Make an exact copy of the entries below, with all images left out.
|---|
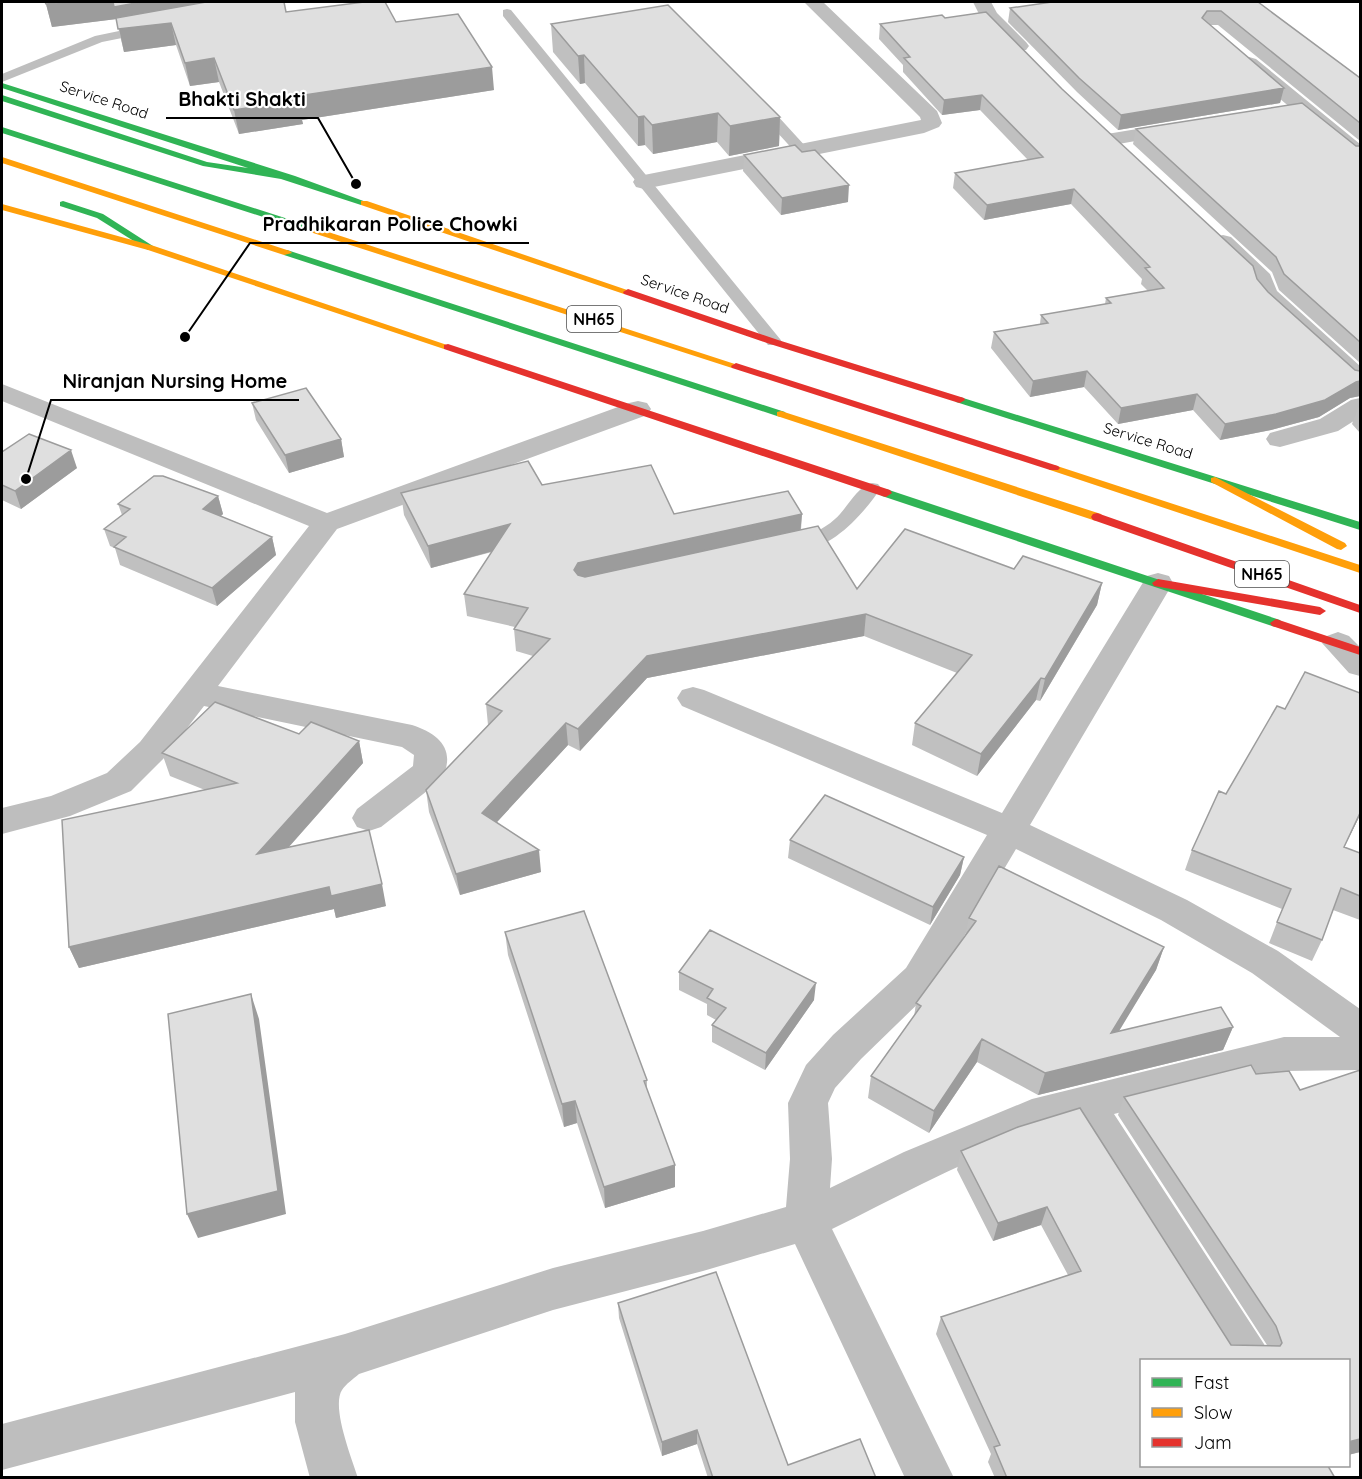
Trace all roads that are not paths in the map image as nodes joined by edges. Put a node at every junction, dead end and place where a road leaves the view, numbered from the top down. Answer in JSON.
{"nodes":[{"id":1,"x":813,"y":2,"type":"edge"},
{"id":2,"x":982,"y":2,"type":"edge"},
{"id":3,"x":507,"y":13,"type":"dead end"},
{"id":4,"x":157,"y":27,"type":"edge"},
{"id":5,"x":1238,"y":54,"type":"edge"},
{"id":6,"x":1037,"y":65,"type":"edge"},
{"id":7,"x":2,"y":78,"type":"edge"},
{"id":8,"x":2,"y":85,"type":"edge"},
{"id":9,"x":747,"y":92,"type":"edge"},
{"id":10,"x":2,"y":98,"type":"edge"},
{"id":11,"x":1302,"y":108,"type":"junction"},
{"id":12,"x":1278,"y":112,"type":"edge"},
{"id":13,"x":1196,"y":126,"type":"edge"},
{"id":14,"x":2,"y":130,"type":"edge"},
{"id":15,"x":802,"y":151,"type":"junction"},
{"id":16,"x":1360,"y":154,"type":"edge"},
{"id":17,"x":1129,"y":155,"type":"edge"},
{"id":18,"x":2,"y":160,"type":"edge"},
{"id":19,"x":292,"y":178,"type":"junction"},
{"id":20,"x":644,"y":182,"type":"junction"},
{"id":21,"x":45,"y":198,"type":"dead end"},
{"id":22,"x":2,"y":207,"type":"edge"},
{"id":23,"x":1204,"y":225,"type":"edge"},
{"id":24,"x":151,"y":248,"type":"junction"},
{"id":25,"x":774,"y":342,"type":"junction"},
{"id":26,"x":1360,"y":379,"type":"edge"},
{"id":27,"x":2,"y":392,"type":"edge"},
{"id":28,"x":1360,"y":406,"type":"edge"},
{"id":29,"x":638,"y":409,"type":"junction"},
{"id":30,"x":1280,"y":439,"type":"dead end"},
{"id":31,"x":1215,"y":480,"type":"junction"},
{"id":32,"x":872,"y":488,"type":"junction"},
{"id":33,"x":327,"y":523,"type":"junction"},
{"id":34,"x":1360,"y":526,"type":"edge"},
{"id":35,"x":783,"y":548,"type":"edge"},
{"id":36,"x":1360,"y":556,"type":"edge"},
{"id":37,"x":1360,"y":568,"type":"edge"},
{"id":38,"x":1158,"y":583,"type":"junction"},
{"id":39,"x":1360,"y":609,"type":"edge"},
{"id":40,"x":1360,"y":618,"type":"edge"},
{"id":41,"x":1349,"y":647,"type":"edge"},
{"id":42,"x":1360,"y":665,"type":"edge"},
{"id":43,"x":196,"y":693,"type":"junction"},
{"id":44,"x":693,"y":698,"type":"dead end"},
{"id":45,"x":369,"y":818,"type":"dead end"},
{"id":46,"x":2,"y":820,"type":"edge"},
{"id":47,"x":1009,"y":830,"type":"junction"},
{"id":48,"x":1360,"y":1030,"type":"edge"},
{"id":49,"x":1360,"y":1053,"type":"edge"},
{"id":50,"x":1085,"y":1104,"type":"junction"},
{"id":51,"x":806,"y":1221,"type":"junction"},
{"id":52,"x":345,"y":1356,"type":"junction"},
{"id":53,"x":1247,"y":1359,"type":"edge"},
{"id":54,"x":2,"y":1447,"type":"edge"},
{"id":55,"x":334,"y":1478,"type":"edge"},
{"id":56,"x":930,"y":1478,"type":"edge"}],
"edges":[{"from":1,"to":15,"type":"street"},
{"from":2,"to":6,"type":"street"},
{"from":3,"to":20,"type":"lane"},
{"from":4,"to":7,"type":"lane"},
{"from":5,"to":11,"type":"street"},
{"from":8,"to":19,"type":"main road","name":"Service Road"},
{"from":9,"to":15,"type":"lane"},
{"from":10,"to":19,"type":"main road"},
{"from":11,"to":12,"type":"street"},
{"from":11,"to":16,"type":"street"},
{"from":13,"to":17,"type":"street"},
{"from":14,"to":37,"type":"main road","number":"NH65"},
{"from":15,"to":20,"type":"street"},
{"from":18,"to":39,"type":"main road","number":"NH65"},
{"from":19,"to":25,"type":"main road","name":"Service Road"},
{"from":20,"to":25,"type":"lane"},
{"from":21,"to":24,"type":"main road"},
{"from":22,"to":24,"type":"main road"},
{"from":23,"to":26,"type":"street"},
{"from":24,"to":29,"type":"main road"},
{"from":25,"to":31,"type":"main road","name":"Service Road"},
{"from":27,"to":33,"type":"street"},
{"from":28,"to":30,"type":"street"},
{"from":29,"to":32,"type":"main road"},
{"from":29,"to":33,"type":"street"},
{"from":31,"to":34,"type":"main road","name":"Service Road"},
{"from":31,"to":36,"type":"main road"},
{"from":32,"to":35,"type":"lane"},
{"from":32,"to":38,"type":"main road"},
{"from":33,"to":43,"type":"street"},
{"from":38,"to":40,"type":"main road"},
{"from":38,"to":41,"type":"main road"},
{"from":38,"to":47,"type":"street"},
{"from":41,"to":42,"type":"street"},
{"from":43,"to":45,"type":"street"},
{"from":43,"to":46,"type":"street"},
{"from":44,"to":47,"type":"street"},
{"from":47,"to":48,"type":"street"},
{"from":47,"to":51,"type":"street"},
{"from":49,"to":50,"type":"street"},
{"from":50,"to":51,"type":"street"},
{"from":50,"to":53,"type":"street"},
{"from":51,"to":52,"type":"street"},
{"from":51,"to":56,"type":"street"},
{"from":52,"to":54,"type":"street"},
{"from":52,"to":55,"type":"street"}]}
|---|
▸ **Output**
Trace all roads that are not paths in the map image as nodes joined by edges. Put a node at every junction, dead end and place where a road leaves the view, numbered from the top down. Answer in JSON.
{"nodes":[{"id":1,"x":813,"y":2,"type":"edge"},
{"id":2,"x":982,"y":2,"type":"edge"},
{"id":3,"x":507,"y":13,"type":"dead end"},
{"id":4,"x":157,"y":27,"type":"edge"},
{"id":5,"x":1238,"y":54,"type":"edge"},
{"id":6,"x":1037,"y":65,"type":"edge"},
{"id":7,"x":2,"y":78,"type":"edge"},
{"id":8,"x":2,"y":85,"type":"edge"},
{"id":9,"x":747,"y":92,"type":"edge"},
{"id":10,"x":2,"y":98,"type":"edge"},
{"id":11,"x":1302,"y":108,"type":"junction"},
{"id":12,"x":1278,"y":112,"type":"edge"},
{"id":13,"x":1196,"y":126,"type":"edge"},
{"id":14,"x":2,"y":130,"type":"edge"},
{"id":15,"x":802,"y":151,"type":"junction"},
{"id":16,"x":1360,"y":154,"type":"edge"},
{"id":17,"x":1129,"y":155,"type":"edge"},
{"id":18,"x":2,"y":160,"type":"edge"},
{"id":19,"x":292,"y":178,"type":"junction"},
{"id":20,"x":644,"y":182,"type":"junction"},
{"id":21,"x":45,"y":198,"type":"dead end"},
{"id":22,"x":2,"y":207,"type":"edge"},
{"id":23,"x":1204,"y":225,"type":"edge"},
{"id":24,"x":151,"y":248,"type":"junction"},
{"id":25,"x":774,"y":342,"type":"junction"},
{"id":26,"x":1360,"y":379,"type":"edge"},
{"id":27,"x":2,"y":392,"type":"edge"},
{"id":28,"x":1360,"y":406,"type":"edge"},
{"id":29,"x":638,"y":409,"type":"junction"},
{"id":30,"x":1280,"y":439,"type":"dead end"},
{"id":31,"x":1215,"y":480,"type":"junction"},
{"id":32,"x":872,"y":488,"type":"junction"},
{"id":33,"x":327,"y":523,"type":"junction"},
{"id":34,"x":1360,"y":526,"type":"edge"},
{"id":35,"x":783,"y":548,"type":"edge"},
{"id":36,"x":1360,"y":556,"type":"edge"},
{"id":37,"x":1360,"y":568,"type":"edge"},
{"id":38,"x":1158,"y":583,"type":"junction"},
{"id":39,"x":1360,"y":609,"type":"edge"},
{"id":40,"x":1360,"y":618,"type":"edge"},
{"id":41,"x":1349,"y":647,"type":"edge"},
{"id":42,"x":1360,"y":665,"type":"edge"},
{"id":43,"x":196,"y":693,"type":"junction"},
{"id":44,"x":693,"y":698,"type":"dead end"},
{"id":45,"x":369,"y":818,"type":"dead end"},
{"id":46,"x":2,"y":820,"type":"edge"},
{"id":47,"x":1009,"y":830,"type":"junction"},
{"id":48,"x":1360,"y":1030,"type":"edge"},
{"id":49,"x":1360,"y":1053,"type":"edge"},
{"id":50,"x":1085,"y":1104,"type":"junction"},
{"id":51,"x":806,"y":1221,"type":"junction"},
{"id":52,"x":345,"y":1356,"type":"junction"},
{"id":53,"x":1247,"y":1359,"type":"edge"},
{"id":54,"x":2,"y":1447,"type":"edge"},
{"id":55,"x":334,"y":1478,"type":"edge"},
{"id":56,"x":930,"y":1478,"type":"edge"}],
"edges":[{"from":1,"to":15,"type":"street"},
{"from":2,"to":6,"type":"street"},
{"from":3,"to":20,"type":"lane"},
{"from":4,"to":7,"type":"lane"},
{"from":5,"to":11,"type":"street"},
{"from":8,"to":19,"type":"main road","name":"Service Road"},
{"from":9,"to":15,"type":"lane"},
{"from":10,"to":19,"type":"main road"},
{"from":11,"to":12,"type":"street"},
{"from":11,"to":16,"type":"street"},
{"from":13,"to":17,"type":"street"},
{"from":14,"to":37,"type":"main road","number":"NH65"},
{"from":15,"to":20,"type":"street"},
{"from":18,"to":39,"type":"main road","number":"NH65"},
{"from":19,"to":25,"type":"main road","name":"Service Road"},
{"from":20,"to":25,"type":"lane"},
{"from":21,"to":24,"type":"main road"},
{"from":22,"to":24,"type":"main road"},
{"from":23,"to":26,"type":"street"},
{"from":24,"to":29,"type":"main road"},
{"from":25,"to":31,"type":"main road","name":"Service Road"},
{"from":27,"to":33,"type":"street"},
{"from":28,"to":30,"type":"street"},
{"from":29,"to":32,"type":"main road"},
{"from":29,"to":33,"type":"street"},
{"from":31,"to":34,"type":"main road","name":"Service Road"},
{"from":31,"to":36,"type":"main road"},
{"from":32,"to":35,"type":"lane"},
{"from":32,"to":38,"type":"main road"},
{"from":33,"to":43,"type":"street"},
{"from":38,"to":40,"type":"main road"},
{"from":38,"to":41,"type":"main road"},
{"from":38,"to":47,"type":"street"},
{"from":41,"to":42,"type":"street"},
{"from":43,"to":45,"type":"street"},
{"from":43,"to":46,"type":"street"},
{"from":44,"to":47,"type":"street"},
{"from":47,"to":48,"type":"street"},
{"from":47,"to":51,"type":"street"},
{"from":49,"to":50,"type":"street"},
{"from":50,"to":51,"type":"street"},
{"from":50,"to":53,"type":"street"},
{"from":51,"to":52,"type":"street"},
{"from":51,"to":56,"type":"street"},
{"from":52,"to":54,"type":"street"},
{"from":52,"to":55,"type":"street"}]}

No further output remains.